Is 'too liquid' proper grammar? Google's not correcting me so I'm going with it. Anyway if you like to bake, you are always just a few hours away from something hot from the oven. Pretty good payout for letting something just hang out in your refrigerator.

That said 'starting' it is a different story. Not difficult but it has a few steps and involves actually following directions which I'm not always great at much less while chasing after a 19 month old. Anyway I bought mine online from King Arthur and followed the instructions here.

So back to this bagel/English muffin situation. Mine didn't rise that much before baking (probably because I didn't wait for my starter to come to room temp first.) In fact I was pretty much convinced I was making little sourdough flatbreads but then they rose and puffed in the oven and became crumpet like.
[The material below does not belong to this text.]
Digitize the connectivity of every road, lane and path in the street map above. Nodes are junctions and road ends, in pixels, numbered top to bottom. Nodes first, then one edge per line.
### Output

One bit of advice is to not over bake them. Once the bottom edges are golden brown - get those suckers out!

Sourdough Crumpets
*adapted from Sparkle People
*yields about 10 crumpets though recipe easily doubles if needed

1 cup sourdough starter (well stirred and if you have the time, at room temp)
1/2 cup lukewarm water
1/4 cup sugar
2 tablespoons coconut oil (gently heated to liquid state) or vegetable oil
1 egg yolk (plus one additional egg for the wash)
1/4 teaspoon kosher salt
3-5 cups flour, or more (be sure to use the spoon and sweep method for measuring)
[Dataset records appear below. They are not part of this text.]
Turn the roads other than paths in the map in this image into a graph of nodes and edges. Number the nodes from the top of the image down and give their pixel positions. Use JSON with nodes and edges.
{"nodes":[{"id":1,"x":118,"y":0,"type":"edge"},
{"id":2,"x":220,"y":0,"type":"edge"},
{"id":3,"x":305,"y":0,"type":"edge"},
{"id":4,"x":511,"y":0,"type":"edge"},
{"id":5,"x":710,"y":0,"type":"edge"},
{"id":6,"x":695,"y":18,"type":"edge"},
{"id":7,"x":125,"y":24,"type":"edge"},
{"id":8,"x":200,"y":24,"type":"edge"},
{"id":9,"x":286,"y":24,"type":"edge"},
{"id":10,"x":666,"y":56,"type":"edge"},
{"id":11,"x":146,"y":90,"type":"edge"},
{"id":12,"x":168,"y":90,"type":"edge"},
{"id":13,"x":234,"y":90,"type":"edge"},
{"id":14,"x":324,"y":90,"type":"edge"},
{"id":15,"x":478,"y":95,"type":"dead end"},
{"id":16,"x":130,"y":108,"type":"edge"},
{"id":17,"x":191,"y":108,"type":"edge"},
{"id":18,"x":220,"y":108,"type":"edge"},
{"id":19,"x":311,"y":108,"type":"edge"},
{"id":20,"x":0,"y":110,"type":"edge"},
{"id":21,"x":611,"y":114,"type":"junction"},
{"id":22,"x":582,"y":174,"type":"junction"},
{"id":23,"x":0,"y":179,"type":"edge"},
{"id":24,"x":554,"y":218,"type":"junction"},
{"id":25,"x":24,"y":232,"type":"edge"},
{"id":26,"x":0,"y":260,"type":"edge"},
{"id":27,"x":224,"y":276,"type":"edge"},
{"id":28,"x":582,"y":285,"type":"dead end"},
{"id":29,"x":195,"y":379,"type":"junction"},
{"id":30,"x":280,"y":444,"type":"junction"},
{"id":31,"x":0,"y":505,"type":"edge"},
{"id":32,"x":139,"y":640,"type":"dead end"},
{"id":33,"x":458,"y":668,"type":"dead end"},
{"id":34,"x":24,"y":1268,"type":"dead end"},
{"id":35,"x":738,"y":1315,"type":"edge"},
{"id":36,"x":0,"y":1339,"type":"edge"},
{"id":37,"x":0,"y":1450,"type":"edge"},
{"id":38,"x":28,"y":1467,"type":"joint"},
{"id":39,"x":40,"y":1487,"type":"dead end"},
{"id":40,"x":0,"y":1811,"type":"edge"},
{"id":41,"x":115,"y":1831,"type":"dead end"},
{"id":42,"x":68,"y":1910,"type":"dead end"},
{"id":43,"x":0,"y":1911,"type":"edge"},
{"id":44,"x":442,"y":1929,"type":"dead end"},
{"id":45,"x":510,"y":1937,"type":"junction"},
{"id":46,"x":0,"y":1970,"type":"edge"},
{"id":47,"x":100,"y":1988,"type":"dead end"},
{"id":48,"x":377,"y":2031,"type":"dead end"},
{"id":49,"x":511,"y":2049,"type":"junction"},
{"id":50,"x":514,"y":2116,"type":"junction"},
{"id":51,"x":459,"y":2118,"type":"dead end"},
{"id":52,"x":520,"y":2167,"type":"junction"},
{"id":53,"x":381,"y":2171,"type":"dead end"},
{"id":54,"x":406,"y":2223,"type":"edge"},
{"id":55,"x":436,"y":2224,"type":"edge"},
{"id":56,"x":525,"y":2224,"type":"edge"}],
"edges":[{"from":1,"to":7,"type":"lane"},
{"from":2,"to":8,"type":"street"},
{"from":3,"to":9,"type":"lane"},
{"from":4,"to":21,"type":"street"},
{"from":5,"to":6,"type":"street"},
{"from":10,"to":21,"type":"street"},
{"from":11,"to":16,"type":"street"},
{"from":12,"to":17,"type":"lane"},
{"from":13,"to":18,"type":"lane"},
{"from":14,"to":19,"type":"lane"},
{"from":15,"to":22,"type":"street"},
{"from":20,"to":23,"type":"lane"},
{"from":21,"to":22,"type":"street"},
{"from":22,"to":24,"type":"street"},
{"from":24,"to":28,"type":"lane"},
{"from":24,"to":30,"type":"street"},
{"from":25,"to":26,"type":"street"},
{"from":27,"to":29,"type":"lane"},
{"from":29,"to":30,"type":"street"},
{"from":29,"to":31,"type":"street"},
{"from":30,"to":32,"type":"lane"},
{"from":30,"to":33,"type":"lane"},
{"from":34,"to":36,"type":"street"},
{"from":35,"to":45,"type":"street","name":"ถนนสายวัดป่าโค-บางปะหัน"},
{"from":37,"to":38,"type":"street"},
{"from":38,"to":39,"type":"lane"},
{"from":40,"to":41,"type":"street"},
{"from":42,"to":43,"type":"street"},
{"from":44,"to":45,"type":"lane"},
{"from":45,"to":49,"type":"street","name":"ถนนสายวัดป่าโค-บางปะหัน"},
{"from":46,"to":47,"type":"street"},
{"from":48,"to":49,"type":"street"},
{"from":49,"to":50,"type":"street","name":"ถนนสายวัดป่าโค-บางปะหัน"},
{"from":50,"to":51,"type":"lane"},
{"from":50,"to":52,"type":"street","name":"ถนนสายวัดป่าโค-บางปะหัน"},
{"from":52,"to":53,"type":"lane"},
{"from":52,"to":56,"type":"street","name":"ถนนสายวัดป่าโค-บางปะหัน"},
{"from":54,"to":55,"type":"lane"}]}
Mix all but the flour together in a large bowl with a wooden spoon until well mixed. Add half the flour and mix well then gradually add the rest by small increments until the mixture is hard to stir but all the flour is incorporated. Flour a large clean surface and turn the dough out. Kneed, turn over and pressing across with the palm of your hand several times (adding flour as necessary to keep the dough and/or hands from sticking) until the dough is pliable, cohesive and springy. I know this sounds weird but I know my dough has come together when I can gently yet firmly smush and pat it together into a ball and when I pat it like a baby's butt it stays sort of puffed and proud in that shape.

Oil a clean bowl lightly and place the dough inside turning over to coat. Cover with a slightly damp kitchen towel and place in a warm place (I never have a 'warm' place so I turn my oven on to 350 for 5 minutes then shut it off for 5 minutes before putting the bowl in. If it still feels hot either wait a little longer or leave the door open.) Leave until doubled (though to be honest after 3 hours mine hadn't doubled or even risen significantly so don't fret and press on if that happens to you as mine turned out great.)
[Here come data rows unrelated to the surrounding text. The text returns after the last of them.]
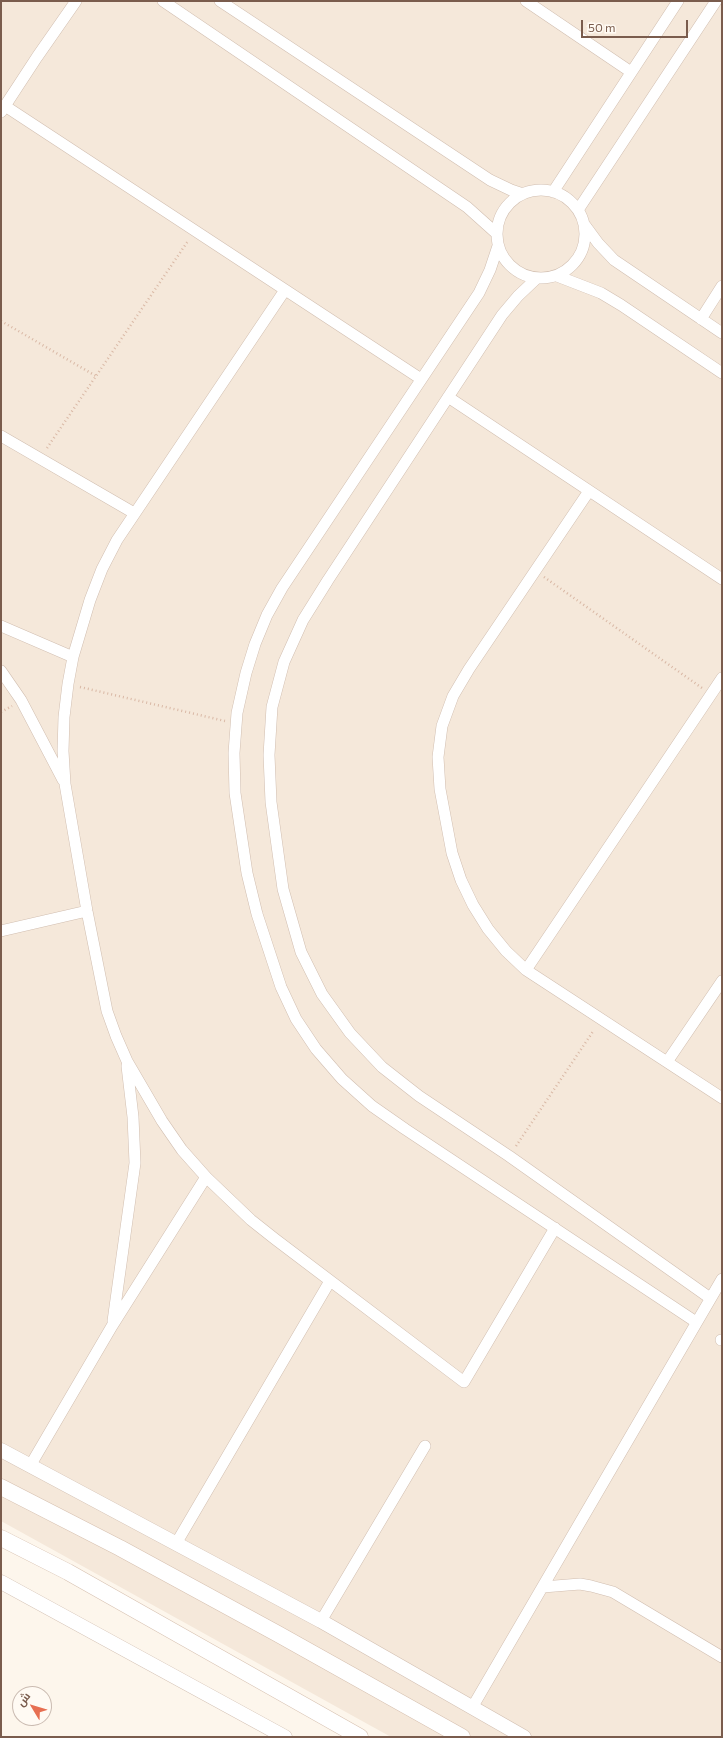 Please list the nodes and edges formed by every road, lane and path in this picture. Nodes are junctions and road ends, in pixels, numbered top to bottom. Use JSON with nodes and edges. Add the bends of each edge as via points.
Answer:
{"nodes":[{"id":1,"x":76,"y":1,"type":"edge"},
{"id":2,"x":163,"y":1,"type":"edge"},
{"id":3,"x":220,"y":1,"type":"edge"},
{"id":4,"x":526,"y":1,"type":"edge"},
{"id":5,"x":678,"y":1,"type":"edge"},
{"id":6,"x":716,"y":1,"type":"edge"},
{"id":7,"x":631,"y":72,"type":"junction"},
{"id":8,"x":3,"y":109,"type":"edge"},
{"id":9,"x":553,"y":192,"type":"junction"},
{"id":10,"x":523,"y":194,"type":"junction"},
{"id":11,"x":578,"y":210,"type":"junction"},
{"id":12,"x":584,"y":224,"type":"junction"},
{"id":13,"x":195,"y":231,"type":"junction"},
{"id":14,"x":496,"y":233,"type":"junction"},
{"id":15,"x":498,"y":246,"type":"junction"},
{"id":16,"x":557,"y":276,"type":"junction"},
{"id":17,"x":536,"y":279,"type":"junction"},
{"id":18,"x":722,"y":286,"type":"edge"},
{"id":19,"x":284,"y":290,"type":"junction"},
{"id":20,"x":701,"y":318,"type":"junction"},
{"id":21,"x":1,"y":321,"type":"edge"},
{"id":22,"x":722,"y":333,"type":"edge"},
{"id":23,"x":722,"y":372,"type":"edge"},
{"id":24,"x":96,"y":376,"type":"junction"},
{"id":25,"x":420,"y":379,"type":"junction"},
{"id":26,"x":448,"y":397,"type":"junction"},
{"id":27,"x":1,"y":436,"type":"edge"},
{"id":28,"x":40,"y":458,"type":"junction"},
{"id":29,"x":589,"y":491,"type":"junction"},
{"id":30,"x":134,"y":513,"type":"junction"},
{"id":31,"x":536,"y":570,"type":"junction"},
{"id":32,"x":722,"y":579,"type":"edge"},
{"id":33,"x":1,"y":626,"type":"edge"},
{"id":34,"x":74,"y":657,"type":"junction"},
{"id":35,"x":1,"y":671,"type":"edge"},
{"id":36,"x":722,"y":678,"type":"edge"},
{"id":37,"x":68,"y":684,"type":"junction"},
{"id":38,"x":711,"y":695,"type":"junction"},
{"id":39,"x":236,"y":723,"type":"junction"},
{"id":40,"x":65,"y":784,"type":"junction"},
{"id":41,"x":87,"y":911,"type":"junction"},
{"id":42,"x":1,"y":931,"type":"edge"},
{"id":43,"x":526,"y":970,"type":"junction"},
{"id":44,"x":722,"y":981,"type":"edge"},
{"id":45,"x":601,"y":1019,"type":"junction"},
{"id":46,"x":127,"y":1061,"type":"junction"},
{"id":47,"x":667,"y":1062,"type":"junction"},
{"id":48,"x":722,"y":1098,"type":"edge"},
{"id":49,"x":509,"y":1156,"type":"junction"},
{"id":50,"x":206,"y":1177,"type":"junction"},
{"id":51,"x":555,"y":1228,"type":"junction"},
{"id":52,"x":722,"y":1279,"type":"edge"},
{"id":53,"x":330,"y":1281,"type":"junction"},
{"id":54,"x":710,"y":1298,"type":"junction"},
{"id":55,"x":696,"y":1322,"type":"junction"},
{"id":56,"x":112,"y":1326,"type":"junction"},
{"id":57,"x":426,"y":1446,"type":"dead end"},
{"id":58,"x":1,"y":1450,"type":"edge"},
{"id":59,"x":30,"y":1466,"type":"junction"},
{"id":60,"x":1,"y":1486,"type":"edge"},
{"id":61,"x":2,"y":1542,"type":"edge"},
{"id":62,"x":177,"y":1542,"type":"junction"},
{"id":63,"x":1,"y":1582,"type":"edge"},
{"id":64,"x":543,"y":1587,"type":"junction"},
{"id":65,"x":321,"y":1621,"type":"junction"},
{"id":66,"x":722,"y":1657,"type":"edge"},
{"id":67,"x":473,"y":1706,"type":"junction"},
{"id":68,"x":285,"y":1737,"type":"edge"},
{"id":69,"x":360,"y":1737,"type":"edge"},
{"id":70,"x":462,"y":1737,"type":"edge"},
{"id":71,"x":524,"y":1737,"type":"edge"}],
"edges":[{"from":1,"to":8,"type":"street"},
{"from":2,"to":14,"type":"street","via":[[467,207]]},
{"from":3,"to":10,"type":"street","via":[[490,180]]},
{"from":4,"to":7,"type":"street"},
{"from":5,"to":7,"type":"street"},
{"from":6,"to":11,"type":"street"},
{"from":7,"to":9,"type":"street"},
{"from":8,"to":13,"type":"street"},
{"from":9,"to":10,"type":"street","via":[[538,190]]},
{"from":9,"to":11,"type":"street","via":[[567,199]]},
{"from":10,"to":14,"type":"street","via":[[509,203],[500,217]]},
{"from":11,"to":12,"type":"street"},
{"from":12,"to":16,"type":"street","via":[[584,240],[580,255],[570,267]]},
{"from":12,"to":20,"type":"street","via":[[614,260]]},
{"from":13,"to":19,"type":"street"},
{"from":13,"to":24,"type":"path"},
{"from":14,"to":15,"type":"street"},
{"from":15,"to":17,"type":"street","via":[[506,262],[519,274]]},
{"from":15,"to":25,"type":"street","via":[[485,282]]},
{"from":16,"to":17,"type":"street"},
{"from":16,"to":23,"type":"street","via":[[601,293]]},
{"from":17,"to":26,"type":"street","via":[[502,315]]},
{"from":18,"to":20,"type":"street"},
{"from":19,"to":25,"type":"street"},
{"from":19,"to":30,"type":"street"},
{"from":20,"to":22,"type":"street"},
{"from":21,"to":24,"type":"path"},
{"from":24,"to":28,"type":"path"},
{"from":25,"to":39,"type":"street","via":[[282,588],[267,615],[246,673]]},
{"from":26,"to":29,"type":"street"},
{"from":26,"to":49,"type":"street","via":[[303,620],[284,662],[272,707],[269,755],[271,802],[283,889],[301,952],[322,994],[350,1033],[382,1067],[419,1096]]},
{"from":27,"to":28,"type":"street"},
{"from":28,"to":30,"type":"street"},
{"from":29,"to":31,"type":"street"},
{"from":29,"to":32,"type":"street"},
{"from":30,"to":34,"type":"street","via":[[102,569],[90,600]]},
{"from":31,"to":38,"type":"path"},
{"from":31,"to":43,"type":"street","via":[[453,696],[442,726],[438,757],[440,789],[448,832],[461,880],[488,929]]},
{"from":33,"to":34,"type":"street"},
{"from":34,"to":37,"type":"street"},
{"from":35,"to":40,"type":"street","via":[[21,700]]},
{"from":36,"to":38,"type":"street"},
{"from":37,"to":39,"type":"path"},
{"from":37,"to":40,"type":"street","via":[[64,717]]},
{"from":38,"to":43,"type":"street"},
{"from":39,"to":51,"type":"street","via":[[235,794],[247,873],[257,914],[281,987],[296,1019],[342,1079],[372,1106]]},
{"from":40,"to":41,"type":"street"},
{"from":41,"to":42,"type":"street"},
{"from":41,"to":46,"type":"street","via":[[108,1011]]},
{"from":43,"to":45,"type":"street"},
{"from":44,"to":47,"type":"street"},
{"from":45,"to":47,"type":"street"},
{"from":45,"to":49,"type":"path"},
{"from":46,"to":50,"type":"street","via":[[162,1121],[182,1150]]},
{"from":46,"to":56,"type":"street","via":[[135,1163]]},
{"from":47,"to":48,"type":"street"},
{"from":49,"to":54,"type":"street"},
{"from":50,"to":53,"type":"street","via":[[251,1220]]},
{"from":50,"to":56,"type":"street"},
{"from":51,"to":53,"type":"street","via":[[464,1382]]},
{"from":51,"to":55,"type":"street"},
{"from":52,"to":54,"type":"street"},
{"from":53,"to":62,"type":"street"},
{"from":54,"to":55,"type":"street"},
{"from":55,"to":64,"type":"street"},
{"from":56,"to":59,"type":"street"},
{"from":57,"to":65,"type":"street"},
{"from":58,"to":59,"type":"street"},
{"from":59,"to":62,"type":"street"},
{"from":60,"to":70,"type":"main road","via":[[271,1630]]},
{"from":61,"to":69,"type":"main road","via":[[68,1572]]},
{"from":62,"to":65,"type":"street"},
{"from":63,"to":68,"type":"street"},
{"from":64,"to":66,"type":"street","via":[[580,1584],[612,1592]]},
{"from":64,"to":67,"type":"street"},
{"from":65,"to":67,"type":"street"},
{"from":67,"to":71,"type":"street"}]}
Punch down and let rest another 15 minutes. Pinch off pieces of dough that when rolled lightly between your palms are about the size of a medium lemon. Place at least two inches apart on baking sheets lined with parchment paper. Cover with kitchen towels and return to a warm place for 30 minutes or as long as you need until ready to bake.

Preheat your oven to 375. Remove the towels from the crumpets and brush lightly with an egg wash (one egg mixed well with a hefty splash of milk.)

Bake for 15-20 minutes until edges are just light golden brown. Remove and transfer to a cooling rack. These will keep in an airtight container for 3 days. They would probably freeze well too!